◆ **Work instruction**:
Every entry that appears below is to be output exactly.

++++ Data shown ++++

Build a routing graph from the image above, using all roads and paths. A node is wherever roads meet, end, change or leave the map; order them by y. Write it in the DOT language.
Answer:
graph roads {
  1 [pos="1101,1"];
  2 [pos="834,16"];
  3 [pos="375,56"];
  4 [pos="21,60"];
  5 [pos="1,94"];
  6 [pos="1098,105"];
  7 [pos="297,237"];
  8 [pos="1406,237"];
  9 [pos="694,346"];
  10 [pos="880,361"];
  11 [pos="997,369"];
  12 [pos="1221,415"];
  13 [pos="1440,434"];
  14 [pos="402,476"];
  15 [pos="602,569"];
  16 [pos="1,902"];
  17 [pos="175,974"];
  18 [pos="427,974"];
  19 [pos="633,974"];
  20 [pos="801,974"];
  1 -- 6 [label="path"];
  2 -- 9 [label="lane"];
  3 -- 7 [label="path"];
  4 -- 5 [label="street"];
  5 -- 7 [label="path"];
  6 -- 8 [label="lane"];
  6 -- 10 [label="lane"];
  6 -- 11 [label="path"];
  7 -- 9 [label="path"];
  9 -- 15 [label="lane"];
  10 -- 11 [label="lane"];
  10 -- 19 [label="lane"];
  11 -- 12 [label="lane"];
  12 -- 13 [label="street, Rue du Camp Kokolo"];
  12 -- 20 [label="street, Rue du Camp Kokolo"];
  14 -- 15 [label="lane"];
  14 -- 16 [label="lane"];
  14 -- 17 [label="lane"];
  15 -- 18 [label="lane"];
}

++++

◆ **Your solution**:
Build a routing graph from the image above, using all roads and paths. A node is wherever roads meet, end, change or leave the map; order them by y. Write it in the DOT language.
Answer:
graph roads {
  1 [pos="1101,1"];
  2 [pos="834,16"];
  3 [pos="375,56"];
  4 [pos="21,60"];
  5 [pos="1,94"];
  6 [pos="1098,105"];
  7 [pos="297,237"];
  8 [pos="1406,237"];
  9 [pos="694,346"];
  10 [pos="880,361"];
  11 [pos="997,369"];
  12 [pos="1221,415"];
  13 [pos="1440,434"];
  14 [pos="402,476"];
  15 [pos="602,569"];
  16 [pos="1,902"];
  17 [pos="175,974"];
  18 [pos="427,974"];
  19 [pos="633,974"];
  20 [pos="801,974"];
  1 -- 6 [label="path"];
  2 -- 9 [label="lane"];
  3 -- 7 [label="path"];
  4 -- 5 [label="street"];
  5 -- 7 [label="path"];
  6 -- 8 [label="lane"];
  6 -- 10 [label="lane"];
  6 -- 11 [label="path"];
  7 -- 9 [label="path"];
  9 -- 15 [label="lane"];
  10 -- 11 [label="lane"];
  10 -- 19 [label="lane"];
  11 -- 12 [label="lane"];
  12 -- 13 [label="street, Rue du Camp Kokolo"];
  12 -- 20 [label="street, Rue du Camp Kokolo"];
  14 -- 15 [label="lane"];
  14 -- 16 [label="lane"];
  14 -- 17 [label="lane"];
  15 -- 18 [label="lane"];
}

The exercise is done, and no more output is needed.